Muskrat v. United States, 219 U.S. 346; 31 S. Ct. 250; 55 L. Ed. 246 (1911)
Facts—An act of Congress authorized Muskrat and others to bring suit in the federal Court of Claims, with an appeal to the federal Supreme Court to determine the validity of certain acts of Congress that altered terms of certain prior allotments of Cherokee Indian lands.
Question—Can the Supreme Court judge the validity of an act of Congress as an abstract question rather than as an actual controversy or case?
Decision—No.
Reasons—J. Day (7–0). Congress is attempting to have the Court pass upon the validity of laws before they are properly brought to the Court.

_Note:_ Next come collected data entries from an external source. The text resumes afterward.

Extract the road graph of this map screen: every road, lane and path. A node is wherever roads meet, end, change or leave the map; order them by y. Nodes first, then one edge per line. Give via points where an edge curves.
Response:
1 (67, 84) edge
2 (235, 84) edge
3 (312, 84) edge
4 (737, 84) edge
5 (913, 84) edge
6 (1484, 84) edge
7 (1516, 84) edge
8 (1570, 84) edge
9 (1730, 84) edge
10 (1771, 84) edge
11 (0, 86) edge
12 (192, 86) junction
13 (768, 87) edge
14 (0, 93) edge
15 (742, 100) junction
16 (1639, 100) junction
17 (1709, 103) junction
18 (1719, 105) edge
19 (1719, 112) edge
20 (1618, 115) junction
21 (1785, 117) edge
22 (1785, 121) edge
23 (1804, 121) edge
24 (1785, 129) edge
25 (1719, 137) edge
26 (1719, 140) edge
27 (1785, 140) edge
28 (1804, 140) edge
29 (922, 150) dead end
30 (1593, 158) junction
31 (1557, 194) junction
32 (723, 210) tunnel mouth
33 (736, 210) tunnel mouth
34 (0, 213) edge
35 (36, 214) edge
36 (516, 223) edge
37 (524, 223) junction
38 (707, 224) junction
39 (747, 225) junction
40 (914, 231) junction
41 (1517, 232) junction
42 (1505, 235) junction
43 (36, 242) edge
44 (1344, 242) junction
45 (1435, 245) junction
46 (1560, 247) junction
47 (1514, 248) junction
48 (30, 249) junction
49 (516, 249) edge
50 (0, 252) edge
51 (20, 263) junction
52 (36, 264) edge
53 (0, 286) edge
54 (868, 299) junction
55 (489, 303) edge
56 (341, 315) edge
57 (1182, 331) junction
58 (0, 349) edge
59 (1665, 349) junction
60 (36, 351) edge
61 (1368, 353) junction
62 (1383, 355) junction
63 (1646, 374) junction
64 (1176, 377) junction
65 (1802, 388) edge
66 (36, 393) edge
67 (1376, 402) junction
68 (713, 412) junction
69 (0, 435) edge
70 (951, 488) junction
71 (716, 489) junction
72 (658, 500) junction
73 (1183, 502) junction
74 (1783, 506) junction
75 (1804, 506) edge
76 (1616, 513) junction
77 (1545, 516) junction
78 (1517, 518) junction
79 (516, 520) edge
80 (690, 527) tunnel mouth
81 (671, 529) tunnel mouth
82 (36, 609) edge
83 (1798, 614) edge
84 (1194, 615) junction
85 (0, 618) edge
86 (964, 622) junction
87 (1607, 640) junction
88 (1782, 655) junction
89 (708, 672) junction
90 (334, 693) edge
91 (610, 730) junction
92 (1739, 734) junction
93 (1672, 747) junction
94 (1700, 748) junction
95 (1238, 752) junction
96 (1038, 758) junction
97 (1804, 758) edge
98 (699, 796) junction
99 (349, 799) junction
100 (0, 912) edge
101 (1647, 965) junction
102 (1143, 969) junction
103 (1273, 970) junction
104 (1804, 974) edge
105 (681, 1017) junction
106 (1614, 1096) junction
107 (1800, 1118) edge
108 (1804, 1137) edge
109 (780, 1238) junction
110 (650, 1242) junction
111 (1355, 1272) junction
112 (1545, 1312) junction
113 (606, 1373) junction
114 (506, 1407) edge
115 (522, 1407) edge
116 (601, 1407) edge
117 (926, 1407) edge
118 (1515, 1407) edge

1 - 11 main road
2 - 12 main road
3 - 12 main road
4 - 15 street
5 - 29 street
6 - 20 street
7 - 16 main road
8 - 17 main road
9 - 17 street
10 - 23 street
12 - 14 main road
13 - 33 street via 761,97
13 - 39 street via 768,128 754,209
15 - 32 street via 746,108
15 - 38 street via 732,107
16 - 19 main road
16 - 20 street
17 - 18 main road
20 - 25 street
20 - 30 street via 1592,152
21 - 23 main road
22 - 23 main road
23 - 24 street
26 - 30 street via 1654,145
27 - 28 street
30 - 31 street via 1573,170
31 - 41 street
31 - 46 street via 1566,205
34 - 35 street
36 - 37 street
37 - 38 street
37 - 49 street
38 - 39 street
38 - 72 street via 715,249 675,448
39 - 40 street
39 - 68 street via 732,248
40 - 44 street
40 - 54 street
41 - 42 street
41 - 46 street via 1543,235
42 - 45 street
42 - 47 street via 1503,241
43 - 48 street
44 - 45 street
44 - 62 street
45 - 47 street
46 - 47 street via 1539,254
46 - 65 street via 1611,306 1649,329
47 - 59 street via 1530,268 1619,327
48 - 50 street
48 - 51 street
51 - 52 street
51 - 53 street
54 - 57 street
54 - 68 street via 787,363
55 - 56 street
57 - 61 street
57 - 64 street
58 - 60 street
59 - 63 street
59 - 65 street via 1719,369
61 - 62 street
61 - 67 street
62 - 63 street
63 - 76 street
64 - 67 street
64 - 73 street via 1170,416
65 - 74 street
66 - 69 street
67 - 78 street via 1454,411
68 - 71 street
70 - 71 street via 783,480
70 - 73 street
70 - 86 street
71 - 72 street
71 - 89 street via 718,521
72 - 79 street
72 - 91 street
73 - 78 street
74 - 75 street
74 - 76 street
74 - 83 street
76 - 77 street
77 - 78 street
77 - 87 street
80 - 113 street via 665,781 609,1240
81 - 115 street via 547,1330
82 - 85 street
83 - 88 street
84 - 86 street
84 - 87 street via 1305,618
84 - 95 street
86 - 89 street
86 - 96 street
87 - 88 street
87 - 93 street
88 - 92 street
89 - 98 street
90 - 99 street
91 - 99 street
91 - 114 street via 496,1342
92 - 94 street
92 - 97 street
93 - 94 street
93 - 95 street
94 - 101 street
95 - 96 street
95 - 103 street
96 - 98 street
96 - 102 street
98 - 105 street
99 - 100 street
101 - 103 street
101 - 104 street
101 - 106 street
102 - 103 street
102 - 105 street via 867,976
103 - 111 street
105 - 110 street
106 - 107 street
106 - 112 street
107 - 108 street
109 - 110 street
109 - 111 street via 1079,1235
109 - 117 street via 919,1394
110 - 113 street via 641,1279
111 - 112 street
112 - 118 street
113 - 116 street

Federal judicial power extends only to “cases” and “controversies,” defined by Marshall as suits “instituted according to the regular course of judicial pro- cedure.” This matter is not presented in such a “case” or “controversy.” “The whole purpose of the law is to determine the constitutional validity of this class of legislation, in a suit not arising between parties concerning a property right necessarily involved in the decision in question, but in a proceeding against the government in its sovereign capacity, and concerning which the only judgment required is to settle the doubtful character of the legislation in question. If such actions as are here attempted, to determine the validity of legislation, are sustained, the result will be that this court, instead of keeping within limits of judicial power, and deciding cases or controversies arising between opposing parties, as the Constitution intended it should, will be required to give opinions in the nature of advice concerning legislative action,—a function never conferred upon it by the Constitution.”